A short History In Tattooing

Tattoo Removal

 

19731283_sOnce confined to the biceps of sailors and bikers, tattoos are experiencing a serious surge in popularity in recent years. So how does the process work?

Modern tattooing is done with an electrically-powered needle that looks – and sounds – a little like a dentist’s drill. But less terrifying. The needle punctures the skin at a rate of anywhere up to 3,000 times a minute, delivering a tiny drop of insoluble ink about a millimeter under the skin. This stuff is pretty damn accurate.

The machine itself was invented in the late 1800s (yes, that long ago) by a guy called Samuel O’Reilly, who based it on an engraving machine invented by Thomas Edison, modifying it to enable it to drive the needle. It has several basic components:

  • A sterilized needle
  • A system of tubes that draw the ink through the machine
  • A motor
  • A foot pedal

The actual tattoo itself is also created using several steps; it’s not a case of simply tracing a design with the needle.
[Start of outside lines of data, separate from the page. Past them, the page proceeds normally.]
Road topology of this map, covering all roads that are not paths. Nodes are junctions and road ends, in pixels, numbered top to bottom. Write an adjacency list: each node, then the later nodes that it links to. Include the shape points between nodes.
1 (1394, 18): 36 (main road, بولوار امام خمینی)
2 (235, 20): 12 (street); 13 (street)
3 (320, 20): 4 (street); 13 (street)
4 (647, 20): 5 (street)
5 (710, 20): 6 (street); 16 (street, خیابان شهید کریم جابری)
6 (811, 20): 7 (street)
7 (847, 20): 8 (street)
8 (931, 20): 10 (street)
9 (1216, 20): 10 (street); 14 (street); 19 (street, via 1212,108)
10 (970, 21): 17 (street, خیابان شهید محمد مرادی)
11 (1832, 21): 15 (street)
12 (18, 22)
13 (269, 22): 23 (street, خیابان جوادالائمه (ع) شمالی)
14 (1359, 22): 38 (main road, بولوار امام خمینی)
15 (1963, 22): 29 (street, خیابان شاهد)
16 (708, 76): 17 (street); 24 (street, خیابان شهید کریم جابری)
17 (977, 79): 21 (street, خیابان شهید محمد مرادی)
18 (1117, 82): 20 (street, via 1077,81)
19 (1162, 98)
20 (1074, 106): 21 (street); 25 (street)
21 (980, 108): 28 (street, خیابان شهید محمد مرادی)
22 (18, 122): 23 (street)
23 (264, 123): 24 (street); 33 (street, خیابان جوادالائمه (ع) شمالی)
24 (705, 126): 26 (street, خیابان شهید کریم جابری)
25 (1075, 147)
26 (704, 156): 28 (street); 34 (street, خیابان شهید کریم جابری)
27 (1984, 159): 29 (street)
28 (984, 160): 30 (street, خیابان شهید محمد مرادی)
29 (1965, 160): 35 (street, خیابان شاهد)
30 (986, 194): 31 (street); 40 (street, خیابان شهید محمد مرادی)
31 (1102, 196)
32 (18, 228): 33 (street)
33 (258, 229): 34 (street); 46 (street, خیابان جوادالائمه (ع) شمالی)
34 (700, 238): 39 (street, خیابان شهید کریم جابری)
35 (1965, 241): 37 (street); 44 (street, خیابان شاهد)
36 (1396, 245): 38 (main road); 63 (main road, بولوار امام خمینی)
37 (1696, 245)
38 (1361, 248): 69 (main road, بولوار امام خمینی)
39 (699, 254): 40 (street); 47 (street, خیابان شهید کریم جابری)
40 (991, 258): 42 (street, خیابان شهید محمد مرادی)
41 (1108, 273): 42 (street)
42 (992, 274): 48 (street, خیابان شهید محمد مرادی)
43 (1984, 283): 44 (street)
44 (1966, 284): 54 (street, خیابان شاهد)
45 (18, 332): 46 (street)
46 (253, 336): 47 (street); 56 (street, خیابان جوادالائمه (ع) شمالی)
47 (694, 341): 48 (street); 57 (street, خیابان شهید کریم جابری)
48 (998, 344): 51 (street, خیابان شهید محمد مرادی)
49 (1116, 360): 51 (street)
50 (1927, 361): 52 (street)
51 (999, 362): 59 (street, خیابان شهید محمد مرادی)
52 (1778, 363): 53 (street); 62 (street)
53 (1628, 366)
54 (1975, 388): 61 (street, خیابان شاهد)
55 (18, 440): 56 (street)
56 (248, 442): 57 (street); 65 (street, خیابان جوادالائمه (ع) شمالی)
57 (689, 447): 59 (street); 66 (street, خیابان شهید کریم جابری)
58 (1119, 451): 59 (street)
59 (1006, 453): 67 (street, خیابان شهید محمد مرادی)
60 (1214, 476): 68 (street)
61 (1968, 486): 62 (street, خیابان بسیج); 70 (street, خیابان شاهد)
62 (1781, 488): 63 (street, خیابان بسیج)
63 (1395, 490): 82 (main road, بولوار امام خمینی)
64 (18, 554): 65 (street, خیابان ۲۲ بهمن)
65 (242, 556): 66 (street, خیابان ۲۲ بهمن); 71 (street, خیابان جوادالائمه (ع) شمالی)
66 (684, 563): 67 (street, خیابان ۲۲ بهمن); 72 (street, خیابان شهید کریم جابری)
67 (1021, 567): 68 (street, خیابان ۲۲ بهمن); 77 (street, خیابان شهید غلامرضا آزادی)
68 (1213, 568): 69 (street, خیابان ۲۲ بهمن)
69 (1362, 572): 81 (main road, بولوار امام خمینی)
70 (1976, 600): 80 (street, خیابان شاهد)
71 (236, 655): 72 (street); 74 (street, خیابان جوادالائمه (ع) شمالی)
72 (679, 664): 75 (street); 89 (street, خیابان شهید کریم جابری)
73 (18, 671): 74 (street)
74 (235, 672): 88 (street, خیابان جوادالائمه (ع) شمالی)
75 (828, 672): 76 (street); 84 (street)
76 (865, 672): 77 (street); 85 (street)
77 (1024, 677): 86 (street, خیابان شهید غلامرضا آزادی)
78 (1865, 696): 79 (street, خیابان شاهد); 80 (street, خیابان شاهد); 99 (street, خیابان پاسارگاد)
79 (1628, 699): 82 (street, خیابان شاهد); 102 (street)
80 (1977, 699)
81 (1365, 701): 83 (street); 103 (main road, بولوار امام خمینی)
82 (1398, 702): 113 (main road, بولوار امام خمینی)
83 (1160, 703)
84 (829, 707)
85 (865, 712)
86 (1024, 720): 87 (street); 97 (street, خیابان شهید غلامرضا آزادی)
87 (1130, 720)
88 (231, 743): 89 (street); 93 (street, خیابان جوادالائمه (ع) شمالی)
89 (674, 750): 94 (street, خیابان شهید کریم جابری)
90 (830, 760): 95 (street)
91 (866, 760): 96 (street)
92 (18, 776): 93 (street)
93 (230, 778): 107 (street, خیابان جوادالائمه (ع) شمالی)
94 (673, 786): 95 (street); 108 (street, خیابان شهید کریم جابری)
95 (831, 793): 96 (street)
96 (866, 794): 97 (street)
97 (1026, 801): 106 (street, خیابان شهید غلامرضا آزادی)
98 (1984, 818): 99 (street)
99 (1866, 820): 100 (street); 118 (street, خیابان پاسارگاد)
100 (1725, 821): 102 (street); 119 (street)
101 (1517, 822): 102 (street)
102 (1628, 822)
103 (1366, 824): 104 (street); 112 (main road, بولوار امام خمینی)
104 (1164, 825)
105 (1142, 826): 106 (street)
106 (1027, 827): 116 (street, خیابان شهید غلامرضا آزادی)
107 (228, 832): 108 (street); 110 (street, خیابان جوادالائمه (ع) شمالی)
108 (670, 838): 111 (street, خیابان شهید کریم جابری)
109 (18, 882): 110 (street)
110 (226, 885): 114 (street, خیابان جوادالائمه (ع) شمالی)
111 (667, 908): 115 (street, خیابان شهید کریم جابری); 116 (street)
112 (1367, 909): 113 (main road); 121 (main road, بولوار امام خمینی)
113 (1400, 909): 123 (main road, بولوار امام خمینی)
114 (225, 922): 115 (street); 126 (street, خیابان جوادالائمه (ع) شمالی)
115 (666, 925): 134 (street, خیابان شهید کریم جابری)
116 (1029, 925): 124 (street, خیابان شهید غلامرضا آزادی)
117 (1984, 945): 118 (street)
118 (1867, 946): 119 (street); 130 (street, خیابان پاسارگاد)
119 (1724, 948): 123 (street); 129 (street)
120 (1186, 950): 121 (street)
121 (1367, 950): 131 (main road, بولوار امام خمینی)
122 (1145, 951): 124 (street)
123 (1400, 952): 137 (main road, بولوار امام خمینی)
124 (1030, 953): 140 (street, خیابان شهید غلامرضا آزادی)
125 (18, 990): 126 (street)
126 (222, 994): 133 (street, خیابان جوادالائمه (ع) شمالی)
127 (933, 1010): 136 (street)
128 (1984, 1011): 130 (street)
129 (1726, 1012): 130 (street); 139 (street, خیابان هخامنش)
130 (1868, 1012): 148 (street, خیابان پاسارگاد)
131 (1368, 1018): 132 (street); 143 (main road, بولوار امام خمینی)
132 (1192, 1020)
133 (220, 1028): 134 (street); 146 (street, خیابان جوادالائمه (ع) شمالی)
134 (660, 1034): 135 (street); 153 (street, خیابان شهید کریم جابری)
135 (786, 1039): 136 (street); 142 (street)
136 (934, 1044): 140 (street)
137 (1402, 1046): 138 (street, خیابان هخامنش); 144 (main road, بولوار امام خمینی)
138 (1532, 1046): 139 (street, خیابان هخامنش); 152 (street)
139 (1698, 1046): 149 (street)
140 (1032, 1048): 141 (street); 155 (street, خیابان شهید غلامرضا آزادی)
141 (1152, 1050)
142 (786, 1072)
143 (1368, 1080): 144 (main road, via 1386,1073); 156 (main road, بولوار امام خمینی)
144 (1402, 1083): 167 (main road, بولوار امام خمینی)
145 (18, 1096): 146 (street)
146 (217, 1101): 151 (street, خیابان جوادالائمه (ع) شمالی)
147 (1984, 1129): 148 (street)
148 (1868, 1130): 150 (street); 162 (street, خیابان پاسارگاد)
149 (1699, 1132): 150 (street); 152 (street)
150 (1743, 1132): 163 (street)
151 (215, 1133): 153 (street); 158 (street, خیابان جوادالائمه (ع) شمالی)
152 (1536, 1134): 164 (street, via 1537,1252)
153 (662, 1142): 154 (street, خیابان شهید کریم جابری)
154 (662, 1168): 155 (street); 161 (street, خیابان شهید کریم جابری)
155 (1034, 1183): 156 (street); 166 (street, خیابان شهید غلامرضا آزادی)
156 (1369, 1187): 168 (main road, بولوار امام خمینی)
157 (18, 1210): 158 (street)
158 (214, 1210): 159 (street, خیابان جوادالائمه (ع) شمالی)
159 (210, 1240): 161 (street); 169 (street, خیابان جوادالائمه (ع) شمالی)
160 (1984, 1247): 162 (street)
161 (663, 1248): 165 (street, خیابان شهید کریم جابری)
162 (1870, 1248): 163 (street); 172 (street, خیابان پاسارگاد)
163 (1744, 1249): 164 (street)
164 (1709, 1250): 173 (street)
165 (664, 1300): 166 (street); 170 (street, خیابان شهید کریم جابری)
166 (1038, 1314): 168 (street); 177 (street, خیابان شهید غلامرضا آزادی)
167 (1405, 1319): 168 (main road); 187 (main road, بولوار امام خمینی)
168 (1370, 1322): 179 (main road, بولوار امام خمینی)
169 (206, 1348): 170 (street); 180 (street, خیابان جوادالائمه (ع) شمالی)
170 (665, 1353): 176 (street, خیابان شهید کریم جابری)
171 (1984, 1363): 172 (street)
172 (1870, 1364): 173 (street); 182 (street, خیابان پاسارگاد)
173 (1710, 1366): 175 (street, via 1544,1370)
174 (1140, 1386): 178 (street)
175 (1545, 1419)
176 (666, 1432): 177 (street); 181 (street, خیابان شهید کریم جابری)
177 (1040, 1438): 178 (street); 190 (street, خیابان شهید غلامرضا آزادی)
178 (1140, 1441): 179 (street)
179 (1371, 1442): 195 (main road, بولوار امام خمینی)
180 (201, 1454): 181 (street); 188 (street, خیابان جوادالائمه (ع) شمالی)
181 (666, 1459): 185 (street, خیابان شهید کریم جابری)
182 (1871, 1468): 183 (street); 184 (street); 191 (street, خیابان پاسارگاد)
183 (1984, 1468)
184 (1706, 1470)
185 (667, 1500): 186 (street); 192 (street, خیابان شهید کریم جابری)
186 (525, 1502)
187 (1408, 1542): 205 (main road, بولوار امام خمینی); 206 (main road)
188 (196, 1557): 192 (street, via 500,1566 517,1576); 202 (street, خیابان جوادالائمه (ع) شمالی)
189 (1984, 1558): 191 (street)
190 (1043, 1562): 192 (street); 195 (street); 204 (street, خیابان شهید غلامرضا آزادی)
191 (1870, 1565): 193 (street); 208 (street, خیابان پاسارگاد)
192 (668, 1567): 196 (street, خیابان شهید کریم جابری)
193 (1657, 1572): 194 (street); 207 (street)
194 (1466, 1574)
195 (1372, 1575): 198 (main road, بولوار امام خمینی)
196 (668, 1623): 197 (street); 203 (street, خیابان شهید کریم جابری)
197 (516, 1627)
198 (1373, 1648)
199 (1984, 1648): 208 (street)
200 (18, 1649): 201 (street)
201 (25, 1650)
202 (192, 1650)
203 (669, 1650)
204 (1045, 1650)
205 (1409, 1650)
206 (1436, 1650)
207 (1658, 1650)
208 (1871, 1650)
First, the tattoo artist will draw the outline. Done with a single-tipped needle and think ink, this process is usually started at the bottom right hand side (the left for lefties) so as not to smudge the all-important stencil while cleaning off excess ink. Wouldn’t want that cute puppy tattoo coming out looking like a Rottweiler. The shading is then done with a thicker ink and a whole bunch of needles – that way, you get a beautiful result with even, solid lines. Getting this bit wrong can also result in longer healing times and an increased ouch factor. Finally it’s time for a splash of colour, with lines overlapped to make sure there are no ‘holidays’ (that’s tattoo speak for areas where the artist missed a bit).

And that’s it! A good wipe clean and a bandage and you’re good to go.